Repeat back every line of the data, exactly.

=== Section Start ===

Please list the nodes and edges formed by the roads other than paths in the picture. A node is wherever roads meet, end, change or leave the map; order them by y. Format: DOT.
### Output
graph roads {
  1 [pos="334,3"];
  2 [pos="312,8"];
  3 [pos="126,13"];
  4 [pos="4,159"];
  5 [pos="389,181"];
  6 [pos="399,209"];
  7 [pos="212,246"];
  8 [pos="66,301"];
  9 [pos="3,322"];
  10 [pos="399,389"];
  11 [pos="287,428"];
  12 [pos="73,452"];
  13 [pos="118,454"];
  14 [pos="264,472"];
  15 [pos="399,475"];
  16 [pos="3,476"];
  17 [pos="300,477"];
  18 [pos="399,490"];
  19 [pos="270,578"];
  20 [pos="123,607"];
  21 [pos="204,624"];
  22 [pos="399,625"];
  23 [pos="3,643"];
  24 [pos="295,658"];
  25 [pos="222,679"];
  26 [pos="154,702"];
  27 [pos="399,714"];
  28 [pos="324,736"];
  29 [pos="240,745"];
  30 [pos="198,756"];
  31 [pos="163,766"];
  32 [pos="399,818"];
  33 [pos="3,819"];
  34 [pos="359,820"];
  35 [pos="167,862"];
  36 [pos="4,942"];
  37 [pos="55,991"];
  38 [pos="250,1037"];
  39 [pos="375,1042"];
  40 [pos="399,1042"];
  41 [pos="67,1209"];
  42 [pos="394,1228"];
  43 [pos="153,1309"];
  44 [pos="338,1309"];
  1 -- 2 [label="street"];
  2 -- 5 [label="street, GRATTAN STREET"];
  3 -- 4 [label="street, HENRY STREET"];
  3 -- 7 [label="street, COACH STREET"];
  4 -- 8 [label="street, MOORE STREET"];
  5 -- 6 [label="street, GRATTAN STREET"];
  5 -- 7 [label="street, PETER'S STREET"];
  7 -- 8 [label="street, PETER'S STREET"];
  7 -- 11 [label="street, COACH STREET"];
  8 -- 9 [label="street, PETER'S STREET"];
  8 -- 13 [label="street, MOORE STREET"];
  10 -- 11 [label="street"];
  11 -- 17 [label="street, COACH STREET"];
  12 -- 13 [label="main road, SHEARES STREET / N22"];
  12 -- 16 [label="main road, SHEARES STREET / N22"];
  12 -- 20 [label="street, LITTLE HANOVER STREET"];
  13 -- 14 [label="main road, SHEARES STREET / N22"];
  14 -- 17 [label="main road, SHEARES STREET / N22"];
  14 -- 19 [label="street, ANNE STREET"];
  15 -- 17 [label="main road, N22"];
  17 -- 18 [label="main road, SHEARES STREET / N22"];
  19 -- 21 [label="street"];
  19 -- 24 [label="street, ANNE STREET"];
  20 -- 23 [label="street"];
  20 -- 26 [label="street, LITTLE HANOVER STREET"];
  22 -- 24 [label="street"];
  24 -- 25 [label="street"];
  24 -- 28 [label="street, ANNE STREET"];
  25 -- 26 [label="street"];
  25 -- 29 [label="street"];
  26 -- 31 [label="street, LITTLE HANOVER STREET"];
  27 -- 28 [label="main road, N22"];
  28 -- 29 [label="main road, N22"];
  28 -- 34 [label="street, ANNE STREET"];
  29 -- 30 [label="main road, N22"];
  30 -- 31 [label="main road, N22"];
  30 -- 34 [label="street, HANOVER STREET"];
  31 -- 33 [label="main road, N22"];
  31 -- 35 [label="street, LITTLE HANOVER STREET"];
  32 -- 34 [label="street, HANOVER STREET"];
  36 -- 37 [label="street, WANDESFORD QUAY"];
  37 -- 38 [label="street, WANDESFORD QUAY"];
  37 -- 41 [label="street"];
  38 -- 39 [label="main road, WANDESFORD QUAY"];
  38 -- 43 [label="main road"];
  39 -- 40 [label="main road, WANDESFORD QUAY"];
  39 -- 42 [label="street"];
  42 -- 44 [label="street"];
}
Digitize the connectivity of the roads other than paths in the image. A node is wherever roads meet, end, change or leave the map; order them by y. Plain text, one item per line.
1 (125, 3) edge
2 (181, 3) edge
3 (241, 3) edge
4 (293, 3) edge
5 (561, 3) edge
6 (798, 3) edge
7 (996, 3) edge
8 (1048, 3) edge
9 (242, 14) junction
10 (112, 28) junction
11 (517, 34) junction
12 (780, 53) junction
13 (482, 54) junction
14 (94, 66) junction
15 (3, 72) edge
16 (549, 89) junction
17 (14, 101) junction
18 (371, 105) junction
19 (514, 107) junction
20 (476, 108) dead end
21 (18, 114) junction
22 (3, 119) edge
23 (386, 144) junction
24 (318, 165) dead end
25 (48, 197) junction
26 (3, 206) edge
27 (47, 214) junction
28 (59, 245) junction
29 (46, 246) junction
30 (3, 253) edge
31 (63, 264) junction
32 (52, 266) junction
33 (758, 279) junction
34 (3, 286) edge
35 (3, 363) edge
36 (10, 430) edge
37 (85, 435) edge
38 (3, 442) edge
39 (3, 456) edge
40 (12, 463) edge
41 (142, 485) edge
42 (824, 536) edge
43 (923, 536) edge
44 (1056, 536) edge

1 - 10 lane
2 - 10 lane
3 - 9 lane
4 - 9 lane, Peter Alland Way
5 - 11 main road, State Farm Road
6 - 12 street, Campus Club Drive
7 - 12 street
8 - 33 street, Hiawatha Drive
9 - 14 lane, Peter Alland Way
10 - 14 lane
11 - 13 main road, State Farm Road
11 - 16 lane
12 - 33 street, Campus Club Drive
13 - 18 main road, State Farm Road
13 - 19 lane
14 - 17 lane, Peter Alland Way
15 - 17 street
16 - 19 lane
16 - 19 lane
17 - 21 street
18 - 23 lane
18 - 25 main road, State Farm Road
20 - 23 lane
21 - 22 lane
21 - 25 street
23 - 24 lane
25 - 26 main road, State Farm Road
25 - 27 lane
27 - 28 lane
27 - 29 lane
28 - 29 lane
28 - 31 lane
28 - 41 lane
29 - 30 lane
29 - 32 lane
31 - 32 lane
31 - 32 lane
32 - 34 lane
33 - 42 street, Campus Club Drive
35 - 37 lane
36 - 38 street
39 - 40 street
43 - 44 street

=== Section End ===

_Response area_
Please list the nodes and edges formed by the roads other than paths in the picture. A node is wherever roads meet, end, change or leave the map; order them by y. Format: DOT.
### Output
graph roads {
  1 [pos="334,3"];
  2 [pos="312,8"];
  3 [pos="126,13"];
  4 [pos="4,159"];
  5 [pos="389,181"];
  6 [pos="399,209"];
  7 [pos="212,246"];
  8 [pos="66,301"];
  9 [pos="3,322"];
  10 [pos="399,389"];
  11 [pos="287,428"];
  12 [pos="73,452"];
  13 [pos="118,454"];
  14 [pos="264,472"];
  15 [pos="399,475"];
  16 [pos="3,476"];
  17 [pos="300,477"];
  18 [pos="399,490"];
  19 [pos="270,578"];
  20 [pos="123,607"];
  21 [pos="204,624"];
  22 [pos="399,625"];
  23 [pos="3,643"];
  24 [pos="295,658"];
  25 [pos="222,679"];
  26 [pos="154,702"];
  27 [pos="399,714"];
  28 [pos="324,736"];
  29 [pos="240,745"];
  30 [pos="198,756"];
  31 [pos="163,766"];
  32 [pos="399,818"];
  33 [pos="3,819"];
  34 [pos="359,820"];
  35 [pos="167,862"];
  36 [pos="4,942"];
  37 [pos="55,991"];
  38 [pos="250,1037"];
  39 [pos="375,1042"];
  40 [pos="399,1042"];
  41 [pos="67,1209"];
  42 [pos="394,1228"];
  43 [pos="153,1309"];
  44 [pos="338,1309"];
  1 -- 2 [label="street"];
  2 -- 5 [label="street, GRATTAN STREET"];
  3 -- 4 [label="street, HENRY STREET"];
  3 -- 7 [label="street, COACH STREET"];
  4 -- 8 [label="street, MOORE STREET"];
  5 -- 6 [label="street, GRATTAN STREET"];
  5 -- 7 [label="street, PETER'S STREET"];
  7 -- 8 [label="street, PETER'S STREET"];
  7 -- 11 [label="street, COACH STREET"];
  8 -- 9 [label="street, PETER'S STREET"];
  8 -- 13 [label="street, MOORE STREET"];
  10 -- 11 [label="street"];
  11 -- 17 [label="street, COACH STREET"];
  12 -- 13 [label="main road, SHEARES STREET / N22"];
  12 -- 16 [label="main road, SHEARES STREET / N22"];
  12 -- 20 [label="street, LITTLE HANOVER STREET"];
  13 -- 14 [label="main road, SHEARES STREET / N22"];
  14 -- 17 [label="main road, SHEARES STREET / N22"];
  14 -- 19 [label="street, ANNE STREET"];
  15 -- 17 [label="main road, N22"];
  17 -- 18 [label="main road, SHEARES STREET / N22"];
  19 -- 21 [label="street"];
  19 -- 24 [label="street, ANNE STREET"];
  20 -- 23 [label="street"];
  20 -- 26 [label="street, LITTLE HANOVER STREET"];
  22 -- 24 [label="street"];
  24 -- 25 [label="street"];
  24 -- 28 [label="street, ANNE STREET"];
  25 -- 26 [label="street"];
  25 -- 29 [label="street"];
  26 -- 31 [label="street, LITTLE HANOVER STREET"];
  27 -- 28 [label="main road, N22"];
  28 -- 29 [label="main road, N22"];
  28 -- 34 [label="street, ANNE STREET"];
  29 -- 30 [label="main road, N22"];
  30 -- 31 [label="main road, N22"];
  30 -- 34 [label="street, HANOVER STREET"];
  31 -- 33 [label="main road, N22"];
  31 -- 35 [label="street, LITTLE HANOVER STREET"];
  32 -- 34 [label="street, HANOVER STREET"];
  36 -- 37 [label="street, WANDESFORD QUAY"];
  37 -- 38 [label="street, WANDESFORD QUAY"];
  37 -- 41 [label="street"];
  38 -- 39 [label="main road, WANDESFORD QUAY"];
  38 -- 43 [label="main road"];
  39 -- 40 [label="main road, WANDESFORD QUAY"];
  39 -- 42 [label="street"];
  42 -- 44 [label="street"];
}
Digitize the connectivity of the roads other than paths in the image. A node is wherever roads meet, end, change or leave the map; order them by y. Plain text, one item per line.
1 (125, 3) edge
2 (181, 3) edge
3 (241, 3) edge
4 (293, 3) edge
5 (561, 3) edge
6 (798, 3) edge
7 (996, 3) edge
8 (1048, 3) edge
9 (242, 14) junction
10 (112, 28) junction
11 (517, 34) junction
12 (780, 53) junction
13 (482, 54) junction
14 (94, 66) junction
15 (3, 72) edge
16 (549, 89) junction
17 (14, 101) junction
18 (371, 105) junction
19 (514, 107) junction
20 (476, 108) dead end
21 (18, 114) junction
22 (3, 119) edge
23 (386, 144) junction
24 (318, 165) dead end
25 (48, 197) junction
26 (3, 206) edge
27 (47, 214) junction
28 (59, 245) junction
29 (46, 246) junction
30 (3, 253) edge
31 (63, 264) junction
32 (52, 266) junction
33 (758, 279) junction
34 (3, 286) edge
35 (3, 363) edge
36 (10, 430) edge
37 (85, 435) edge
38 (3, 442) edge
39 (3, 456) edge
40 (12, 463) edge
41 (142, 485) edge
42 (824, 536) edge
43 (923, 536) edge
44 (1056, 536) edge

1 - 10 lane
2 - 10 lane
3 - 9 lane
4 - 9 lane, Peter Alland Way
5 - 11 main road, State Farm Road
6 - 12 street, Campus Club Drive
7 - 12 street
8 - 33 street, Hiawatha Drive
9 - 14 lane, Peter Alland Way
10 - 14 lane
11 - 13 main road, State Farm Road
11 - 16 lane
12 - 33 street, Campus Club Drive
13 - 18 main road, State Farm Road
13 - 19 lane
14 - 17 lane, Peter Alland Way
15 - 17 street
16 - 19 lane
16 - 19 lane
17 - 21 street
18 - 23 lane
18 - 25 main road, State Farm Road
20 - 23 lane
21 - 22 lane
21 - 25 street
23 - 24 lane
25 - 26 main road, State Farm Road
25 - 27 lane
27 - 28 lane
27 - 29 lane
28 - 29 lane
28 - 31 lane
28 - 41 lane
29 - 30 lane
29 - 32 lane
31 - 32 lane
31 - 32 lane
32 - 34 lane
33 - 42 street, Campus Club Drive
35 - 37 lane
36 - 38 street
39 - 40 street
43 - 44 street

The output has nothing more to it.